If appellee’s underlying entitlement to a prize or the amount of the prize was in dispute, this argument would have merit, but there was no dispute as to his status as one of three winners of two million dollars. As such, the amount due was liquidated and undisputed. Only the method of payment was not agreed upon. Thus, accord and satisfaction works no bar.

Despite appellee’s demand for full cash payment and its refusal to pay more than $344,000, appellant contends that receipt of this sum invoked the statute to his prejudice. The breadth of the statute leaves us in doubt as to what the General Assembly may have intended, but it did not intend to preclude correction of mistakes or facilitate economic coercion by requiring a lottery winner to forego or postpone an acknowledged entitlement to contest construction of a lottery regulation. To so construe the statute would virtually insulate the Lottery Corporation from judicial review of its prize determinations. We are confident the General Assembly did not authorize the Lottery Corporation to wholly discharge its debt to a prize winner by part payment.
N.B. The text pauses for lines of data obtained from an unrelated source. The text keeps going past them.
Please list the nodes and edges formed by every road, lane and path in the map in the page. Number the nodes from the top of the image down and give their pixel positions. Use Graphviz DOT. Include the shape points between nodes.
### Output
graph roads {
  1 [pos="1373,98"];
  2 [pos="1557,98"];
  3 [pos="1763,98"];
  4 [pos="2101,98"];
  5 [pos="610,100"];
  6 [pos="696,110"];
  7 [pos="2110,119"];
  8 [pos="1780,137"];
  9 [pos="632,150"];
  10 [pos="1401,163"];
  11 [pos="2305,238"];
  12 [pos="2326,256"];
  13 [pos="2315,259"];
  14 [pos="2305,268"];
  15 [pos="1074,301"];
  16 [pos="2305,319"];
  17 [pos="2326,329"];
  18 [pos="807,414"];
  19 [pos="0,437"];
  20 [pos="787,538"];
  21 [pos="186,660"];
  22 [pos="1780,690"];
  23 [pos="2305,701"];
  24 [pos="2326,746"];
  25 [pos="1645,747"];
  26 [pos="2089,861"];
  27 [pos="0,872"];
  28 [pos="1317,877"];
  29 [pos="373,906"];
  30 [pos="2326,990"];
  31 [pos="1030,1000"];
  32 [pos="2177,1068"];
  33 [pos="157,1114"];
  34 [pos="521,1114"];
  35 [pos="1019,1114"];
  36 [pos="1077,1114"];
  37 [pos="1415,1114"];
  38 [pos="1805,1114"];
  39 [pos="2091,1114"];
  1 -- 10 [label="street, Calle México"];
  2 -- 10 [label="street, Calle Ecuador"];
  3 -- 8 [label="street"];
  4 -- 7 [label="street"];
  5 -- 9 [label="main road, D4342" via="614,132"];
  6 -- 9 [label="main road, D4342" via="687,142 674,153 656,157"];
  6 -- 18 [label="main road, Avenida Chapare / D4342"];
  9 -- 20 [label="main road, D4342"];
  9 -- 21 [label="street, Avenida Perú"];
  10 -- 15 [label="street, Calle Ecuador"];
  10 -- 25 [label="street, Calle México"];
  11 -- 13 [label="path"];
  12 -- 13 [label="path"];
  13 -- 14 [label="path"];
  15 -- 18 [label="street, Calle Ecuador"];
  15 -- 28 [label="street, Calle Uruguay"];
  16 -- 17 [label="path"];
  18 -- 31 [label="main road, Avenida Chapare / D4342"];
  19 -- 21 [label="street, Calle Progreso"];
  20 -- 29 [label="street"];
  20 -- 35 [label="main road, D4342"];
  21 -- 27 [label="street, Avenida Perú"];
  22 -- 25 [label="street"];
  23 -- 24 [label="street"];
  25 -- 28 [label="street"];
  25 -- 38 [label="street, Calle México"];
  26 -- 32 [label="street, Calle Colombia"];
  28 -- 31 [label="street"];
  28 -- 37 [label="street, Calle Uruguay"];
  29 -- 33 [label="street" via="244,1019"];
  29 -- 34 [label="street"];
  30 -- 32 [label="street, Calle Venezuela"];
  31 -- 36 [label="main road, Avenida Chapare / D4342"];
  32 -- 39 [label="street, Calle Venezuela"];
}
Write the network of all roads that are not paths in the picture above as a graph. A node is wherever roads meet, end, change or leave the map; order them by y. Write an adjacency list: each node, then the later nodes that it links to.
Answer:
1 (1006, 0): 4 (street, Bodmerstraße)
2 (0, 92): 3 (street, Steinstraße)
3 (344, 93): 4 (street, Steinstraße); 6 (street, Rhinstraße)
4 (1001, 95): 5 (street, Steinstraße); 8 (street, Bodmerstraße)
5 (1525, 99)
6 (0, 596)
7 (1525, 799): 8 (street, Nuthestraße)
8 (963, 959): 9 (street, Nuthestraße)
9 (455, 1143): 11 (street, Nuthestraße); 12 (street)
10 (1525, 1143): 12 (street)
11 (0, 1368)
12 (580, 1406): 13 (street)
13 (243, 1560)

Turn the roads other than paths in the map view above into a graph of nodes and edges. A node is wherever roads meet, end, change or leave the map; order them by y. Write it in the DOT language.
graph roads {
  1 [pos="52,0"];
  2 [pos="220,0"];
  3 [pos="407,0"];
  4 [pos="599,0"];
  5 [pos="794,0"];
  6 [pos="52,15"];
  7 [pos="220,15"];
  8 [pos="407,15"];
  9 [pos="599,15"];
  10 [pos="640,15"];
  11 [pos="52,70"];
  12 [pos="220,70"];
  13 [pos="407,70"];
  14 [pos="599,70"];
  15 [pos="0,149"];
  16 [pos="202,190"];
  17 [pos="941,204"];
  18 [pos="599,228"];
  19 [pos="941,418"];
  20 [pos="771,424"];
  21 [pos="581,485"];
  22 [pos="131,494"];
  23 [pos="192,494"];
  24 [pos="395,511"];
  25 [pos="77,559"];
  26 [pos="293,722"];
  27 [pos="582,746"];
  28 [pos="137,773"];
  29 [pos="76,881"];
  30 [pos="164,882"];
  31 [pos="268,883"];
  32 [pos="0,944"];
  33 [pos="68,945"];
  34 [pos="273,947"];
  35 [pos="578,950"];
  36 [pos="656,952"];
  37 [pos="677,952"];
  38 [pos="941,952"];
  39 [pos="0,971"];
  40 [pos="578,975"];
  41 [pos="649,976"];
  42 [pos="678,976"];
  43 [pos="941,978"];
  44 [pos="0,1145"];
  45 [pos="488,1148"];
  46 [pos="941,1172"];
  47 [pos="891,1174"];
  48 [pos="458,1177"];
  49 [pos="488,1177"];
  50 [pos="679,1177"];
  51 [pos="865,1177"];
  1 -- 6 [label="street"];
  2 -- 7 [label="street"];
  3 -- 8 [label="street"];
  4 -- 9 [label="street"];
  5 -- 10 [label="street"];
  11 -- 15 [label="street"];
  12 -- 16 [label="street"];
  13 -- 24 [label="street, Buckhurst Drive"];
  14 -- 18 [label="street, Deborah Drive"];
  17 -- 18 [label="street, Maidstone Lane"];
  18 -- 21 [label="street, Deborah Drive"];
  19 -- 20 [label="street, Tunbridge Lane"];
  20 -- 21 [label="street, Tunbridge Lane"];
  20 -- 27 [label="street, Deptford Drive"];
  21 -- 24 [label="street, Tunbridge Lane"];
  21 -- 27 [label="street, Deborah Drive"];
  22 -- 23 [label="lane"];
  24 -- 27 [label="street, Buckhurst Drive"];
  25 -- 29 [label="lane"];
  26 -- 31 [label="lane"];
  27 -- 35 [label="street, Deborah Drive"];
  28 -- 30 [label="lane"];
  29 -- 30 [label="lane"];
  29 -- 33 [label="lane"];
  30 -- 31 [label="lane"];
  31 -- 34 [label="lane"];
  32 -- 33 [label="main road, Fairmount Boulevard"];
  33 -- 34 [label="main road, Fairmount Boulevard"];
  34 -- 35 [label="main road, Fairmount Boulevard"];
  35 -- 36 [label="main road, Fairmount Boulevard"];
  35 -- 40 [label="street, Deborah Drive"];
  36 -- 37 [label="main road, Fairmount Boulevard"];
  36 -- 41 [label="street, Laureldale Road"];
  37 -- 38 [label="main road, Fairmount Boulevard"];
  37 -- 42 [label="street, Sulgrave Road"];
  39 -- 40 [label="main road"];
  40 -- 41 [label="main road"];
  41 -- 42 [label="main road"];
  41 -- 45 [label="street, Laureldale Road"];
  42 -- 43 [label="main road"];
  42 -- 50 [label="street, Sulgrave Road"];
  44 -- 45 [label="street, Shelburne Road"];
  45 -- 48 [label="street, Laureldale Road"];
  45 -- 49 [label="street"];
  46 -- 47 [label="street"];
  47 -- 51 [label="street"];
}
Throughout the rules and regulations of the Kentucky Lottery Corporation which have been reviewed in this Court, one repeatedly encounters virtual autocratic authority in the Lottery Corporation president. While we recognize the desirability of rules designed to prevent frivolous litigation, and recognize that the interpretation by an administrative body of its own regulations is entitled to considerable weight, the Court of Justice of the Commonwealth of Kentucky will not abdicate its responsibility to provide citizens a forum to contest the actions of the Lottery Corporation and blindly defer to the decision of the Lottery Corporation president. In the instant case, appellee brought a justiciable claim to the Court of Justice for resolution and, notwithstanding the provisions of regulation 16 of the prevailing rules and regulations, was entitled to be heard and have his claim determined in a court of law.

For the foregoing reasons, we affirm the Court of Appeals. For the sole purpose of computing withholding taxes, interest and costs, this cause is remanded to the Jefferson Circuit Court.

STEPHENS, C.J., LEIBSON, SPAIN and WINTERSHEIMER, JJ., and Special Justice KATHRYN BURKE, concur.

REYNOLDS, J., concurs in result only.